RECORDS FOR THE EXERCISE: Begin
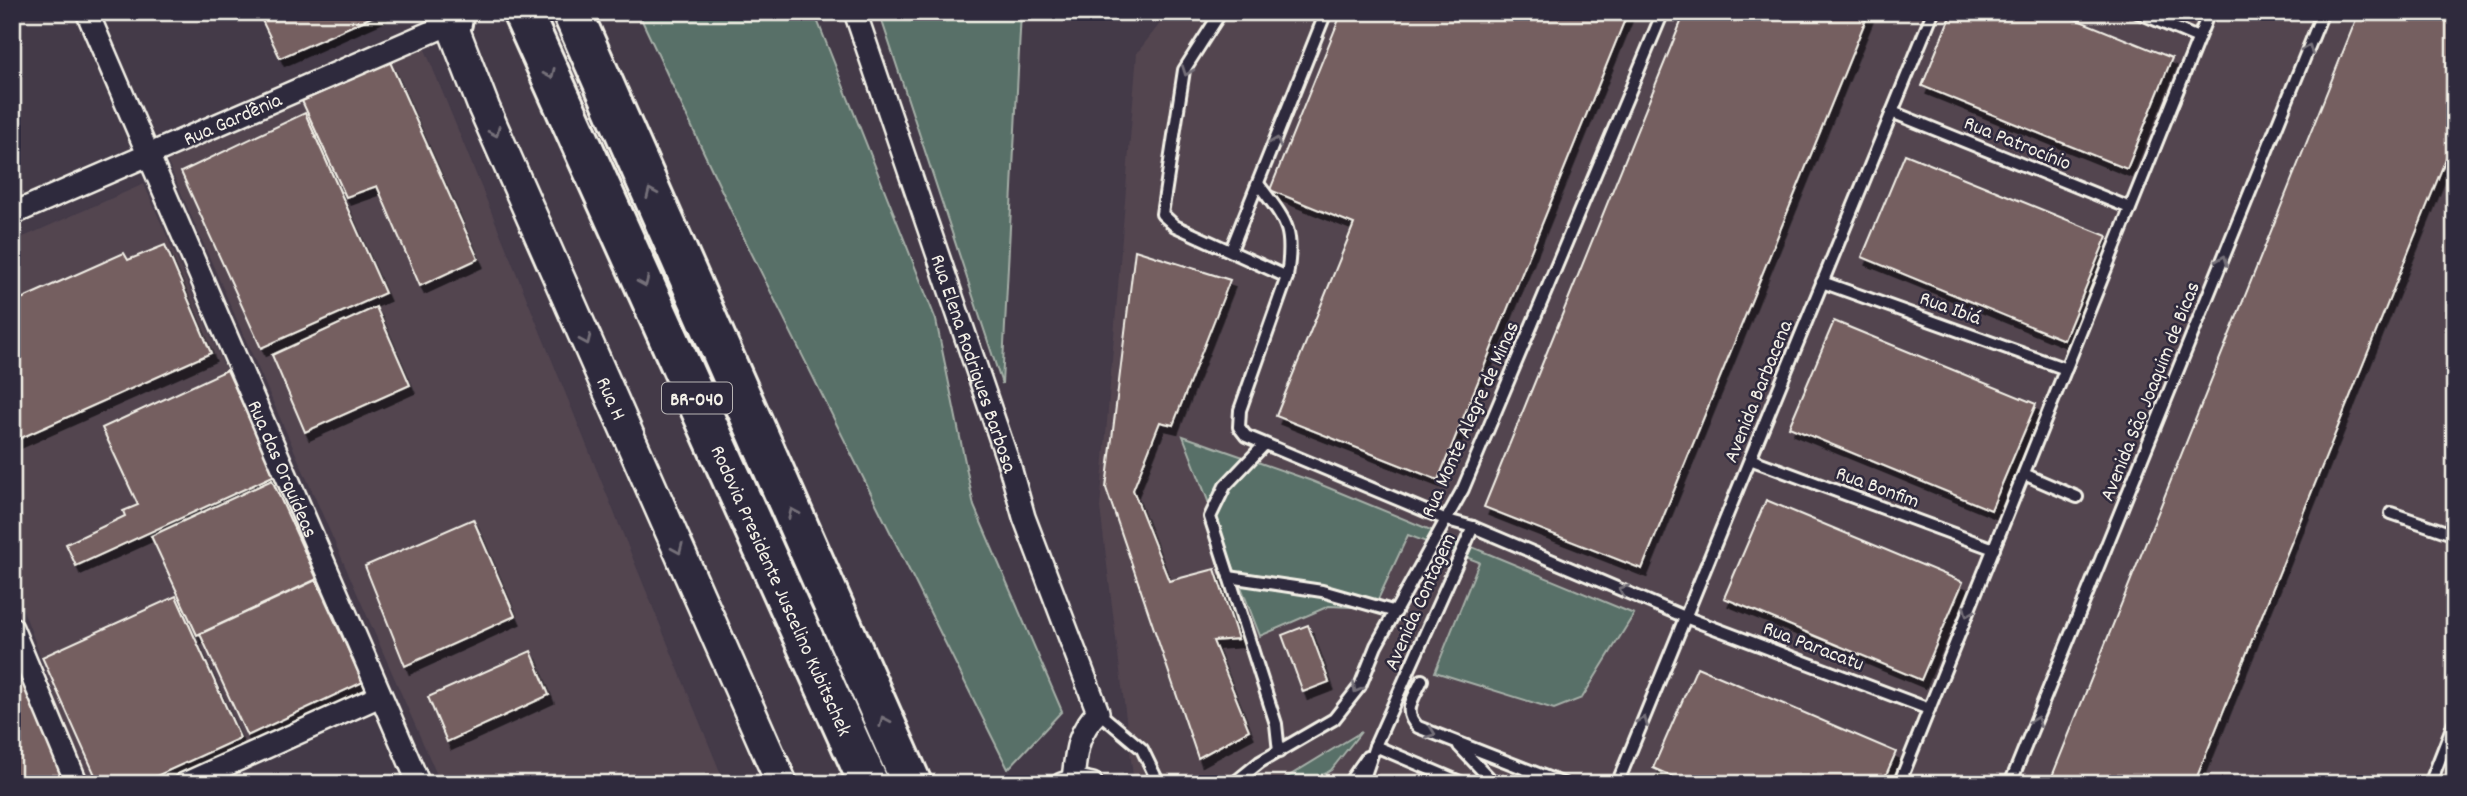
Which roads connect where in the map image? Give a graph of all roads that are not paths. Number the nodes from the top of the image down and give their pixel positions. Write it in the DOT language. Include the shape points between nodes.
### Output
graph roads {
  1 [pos="87,12"];
  2 [pos="522,12"];
  3 [pos="572,12"];
  4 [pos="855,12"];
  5 [pos="1221,12"];
  6 [pos="1325,12"];
  7 [pos="1663,12"];
  8 [pos="1933,12"];
  9 [pos="2137,12"];
  10 [pos="2209,12"];
  11 [pos="2323,12"];
  12 [pos="451,16"];
  13 [pos="2198,38"];
  14 [pos="1892,112"];
  15 [pos="149,154"];
  16 [pos="1259,186"];
  17 [pos="2130,208"];
  18 [pos="12,214"];
  19 [pos="1231,250"];
  20 [pos="1287,277"];
  21 [pos="1822,282"];
  22 [pos="2066,369"];
  23 [pos="1263,446"];
  24 [pos="1750,459"];
  25 [pos="2024,474"];
  26 [pos="2077,497"];
  27 [pos="2391,513"];
  28 [pos="1447,520"];
  29 [pos="1473,527"];
  30 [pos="2455,535"];
  31 [pos="1994,549"];
  32 [pos="1229,577"];
  33 [pos="1396,612"];
  34 [pos="1685,617"];
  35 [pos="12,628"];
  36 [pos="1422,680"];
  37 [pos="380,696"];
  38 [pos="1929,709"];
  39 [pos="1098,712"];
  40 [pos="2455,720"];
  41 [pos="1454,741"];
  42 [pos="1375,746"];
  43 [pos="1279,752"];
  44 [pos="1076,782"];
  45 [pos="1620,782"];
  46 [pos="77,784"];
  47 [pos="184,784"];
  48 [pos="419,784"];
  49 [pos="782,784"];
  50 [pos="869,784"];
  51 [pos="912,784"];
  52 [pos="1159,784"];
  53 [pos="1233,784"];
  54 [pos="1348,784"];
  55 [pos="1362,784"];
  56 [pos="1465,784"];
  57 [pos="1495,784"];
  58 [pos="1564,784"];
  59 [pos="1899,784"];
  60 [pos="2010,784"];
  61 [pos="2430,784"];
  1 -- 15 [label="street, Rua das Orquídeas"];
  2 -- 50 [label="highway, Rodovia Presidente Juscelino Kubitschek / BR-040, one-way"];
  51 -- 3 [label="highway, Rodovia Presidente Juscelino Kubitschek / BR-040, one-way"];
  4 -- 39 [label="street, Rua Elena Rodrigues Barbosa" via="1024,517"];
  5 -- 19 [label="lane, one-way" via="1184,70 1163,214 1175,226"];
  16 -- 6 [label="lane, one-way"];
  7 -- 28 [label="lane, Rua Monte Alegre de Minas"];
  8 -- 14 [label="lane, Avenida Barbacena"];
  9 -- 13 [label="lane"];
  10 -- 13 [label="lane"];
  60 -- 11 [label="lane, Avenida São Joaquim de Bicas, one-way"];
  12 -- 15 [label="street, Rua Gardênia"];
  12 -- 49 [label="main road, Rua H, one-way" via="484,108"];
  13 -- 17 [label="lane"];
  14 -- 17 [label="lane, Rua Patrocínio"];
  14 -- 21 [label="lane, Avenida Barbacena"];
  15 -- 18 [label="street, Rua Gardênia"];
  15 -- 37 [label="street, Rua das Orquídeas"];
  16 -- 19 [label="lane"];
  16 -- 20 [label="lane, Avenida Contagem" via="1289,228 1292,245"];
  17 -- 22 [label="lane"];
  19 -- 20 [label="lane"];
  20 -- 23 [label="lane, Avenida Contagem" via="1240,410 1239,426"];
  21 -- 22 [label="lane, Rua Ibiá"];
  21 -- 24 [label="lane, Avenida Barbacena"];
  22 -- 25 [label="lane"];
  23 -- 28 [label="lane, Avenida Contagem"];
  23 -- 32 [label="lane" via="1225,486 1210,517"];
  24 -- 31 [label="lane, Rua Bonfim"];
  24 -- 34 [label="lane, Avenida Barbacena"];
  25 -- 26 [label="lane"];
  25 -- 31 [label="lane"];
  27 -- 30 [label="lane"];
  28 -- 29 [label="lane, Avenida Contagem"];
  28 -- 33 [label="lane, Rua Monte Alegre de Minas"];
  34 -- 29 [label="lane, Rua Paracatu, one-way"];
  29 -- 42 [label="lane, Avenida Contagem"];
  31 -- 38 [label="lane, one-way"];
  32 -- 33 [label="lane, Avenida Contagem" via="1322,591"];
  32 -- 43 [label="lane" via="1276,724"];
  33 -- 43 [label="lane, Rua Monte Alegre de Minas, one-way" via="1360,686 1334,719"];
  34 -- 38 [label="lane, Rua Paracatu"];
  45 -- 34 [label="lane, Avenida Barbacena, one-way"];
  35 -- 46 [label="street"];
  36 -- 41 [label="lane, one-way" via="1409,719"];
  37 -- 47 [label="street"];
  37 -- 48 [label="street, Rua das Orquídeas"];
  38 -- 59 [label="lane"];
  39 -- 44 [label="street" via="1076,742"];
  39 -- 52 [label="lane, Rua Elena Rodrigues Barbosa" via="1142,749"];
  40 -- 61 [label="lane"];
  41 -- 57 [label="lane"];
  41 -- 58 [label="lane"];
  42 -- 54 [label="lane"];
  42 -- 55 [label="lane, Avenida Contagem"];
  42 -- 56 [label="lane"];
  43 -- 53 [label="lane, Rua Monte Alegre de Minas"];
}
RECORDS FOR THE EXERCISE: End
WORK TO BE COMPLETED
Please print every record above exactly, but leave the pictures out.

YOUR RESPONSE
Which roads connect where in the map image? Give a graph of all roads that are not paths. Number the nodes from the top of the image down and give their pixel positions. Write it in the DOT language. Include the shape points between nodes.
### Output
graph roads {
  1 [pos="87,12"];
  2 [pos="522,12"];
  3 [pos="572,12"];
  4 [pos="855,12"];
  5 [pos="1221,12"];
  6 [pos="1325,12"];
  7 [pos="1663,12"];
  8 [pos="1933,12"];
  9 [pos="2137,12"];
  10 [pos="2209,12"];
  11 [pos="2323,12"];
  12 [pos="451,16"];
  13 [pos="2198,38"];
  14 [pos="1892,112"];
  15 [pos="149,154"];
  16 [pos="1259,186"];
  17 [pos="2130,208"];
  18 [pos="12,214"];
  19 [pos="1231,250"];
  20 [pos="1287,277"];
  21 [pos="1822,282"];
  22 [pos="2066,369"];
  23 [pos="1263,446"];
  24 [pos="1750,459"];
  25 [pos="2024,474"];
  26 [pos="2077,497"];
  27 [pos="2391,513"];
  28 [pos="1447,520"];
  29 [pos="1473,527"];
  30 [pos="2455,535"];
  31 [pos="1994,549"];
  32 [pos="1229,577"];
  33 [pos="1396,612"];
  34 [pos="1685,617"];
  35 [pos="12,628"];
  36 [pos="1422,680"];
  37 [pos="380,696"];
  38 [pos="1929,709"];
  39 [pos="1098,712"];
  40 [pos="2455,720"];
  41 [pos="1454,741"];
  42 [pos="1375,746"];
  43 [pos="1279,752"];
  44 [pos="1076,782"];
  45 [pos="1620,782"];
  46 [pos="77,784"];
  47 [pos="184,784"];
  48 [pos="419,784"];
  49 [pos="782,784"];
  50 [pos="869,784"];
  51 [pos="912,784"];
  52 [pos="1159,784"];
  53 [pos="1233,784"];
  54 [pos="1348,784"];
  55 [pos="1362,784"];
  56 [pos="1465,784"];
  57 [pos="1495,784"];
  58 [pos="1564,784"];
  59 [pos="1899,784"];
  60 [pos="2010,784"];
  61 [pos="2430,784"];
  1 -- 15 [label="street, Rua das Orquídeas"];
  2 -- 50 [label="highway, Rodovia Presidente Juscelino Kubitschek / BR-040, one-way"];
  51 -- 3 [label="highway, Rodovia Presidente Juscelino Kubitschek / BR-040, one-way"];
  4 -- 39 [label="street, Rua Elena Rodrigues Barbosa" via="1024,517"];
  5 -- 19 [label="lane, one-way" via="1184,70 1163,214 1175,226"];
  16 -- 6 [label="lane, one-way"];
  7 -- 28 [label="lane, Rua Monte Alegre de Minas"];
  8 -- 14 [label="lane, Avenida Barbacena"];
  9 -- 13 [label="lane"];
  10 -- 13 [label="lane"];
  60 -- 11 [label="lane, Avenida São Joaquim de Bicas, one-way"];
  12 -- 15 [label="street, Rua Gardênia"];
  12 -- 49 [label="main road, Rua H, one-way" via="484,108"];
  13 -- 17 [label="lane"];
  14 -- 17 [label="lane, Rua Patrocínio"];
  14 -- 21 [label="lane, Avenida Barbacena"];
  15 -- 18 [label="street, Rua Gardênia"];
  15 -- 37 [label="street, Rua das Orquídeas"];
  16 -- 19 [label="lane"];
  16 -- 20 [label="lane, Avenida Contagem" via="1289,228 1292,245"];
  17 -- 22 [label="lane"];
  19 -- 20 [label="lane"];
  20 -- 23 [label="lane, Avenida Contagem" via="1240,410 1239,426"];
  21 -- 22 [label="lane, Rua Ibiá"];
  21 -- 24 [label="lane, Avenida Barbacena"];
  22 -- 25 [label="lane"];
  23 -- 28 [label="lane, Avenida Contagem"];
  23 -- 32 [label="lane" via="1225,486 1210,517"];
  24 -- 31 [label="lane, Rua Bonfim"];
  24 -- 34 [label="lane, Avenida Barbacena"];
  25 -- 26 [label="lane"];
  25 -- 31 [label="lane"];
  27 -- 30 [label="lane"];
  28 -- 29 [label="lane, Avenida Contagem"];
  28 -- 33 [label="lane, Rua Monte Alegre de Minas"];
  34 -- 29 [label="lane, Rua Paracatu, one-way"];
  29 -- 42 [label="lane, Avenida Contagem"];
  31 -- 38 [label="lane, one-way"];
  32 -- 33 [label="lane, Avenida Contagem" via="1322,591"];
  32 -- 43 [label="lane" via="1276,724"];
  33 -- 43 [label="lane, Rua Monte Alegre de Minas, one-way" via="1360,686 1334,719"];
  34 -- 38 [label="lane, Rua Paracatu"];
  45 -- 34 [label="lane, Avenida Barbacena, one-way"];
  35 -- 46 [label="street"];
  36 -- 41 [label="lane, one-way" via="1409,719"];
  37 -- 47 [label="street"];
  37 -- 48 [label="street, Rua das Orquídeas"];
  38 -- 59 [label="lane"];
  39 -- 44 [label="street" via="1076,742"];
  39 -- 52 [label="lane, Rua Elena Rodrigues Barbosa" via="1142,749"];
  40 -- 61 [label="lane"];
  41 -- 57 [label="lane"];
  41 -- 58 [label="lane"];
  42 -- 54 [label="lane"];
  42 -- 55 [label="lane, Avenida Contagem"];
  42 -- 56 [label="lane"];
  43 -- 53 [label="lane, Rua Monte Alegre de Minas"];
}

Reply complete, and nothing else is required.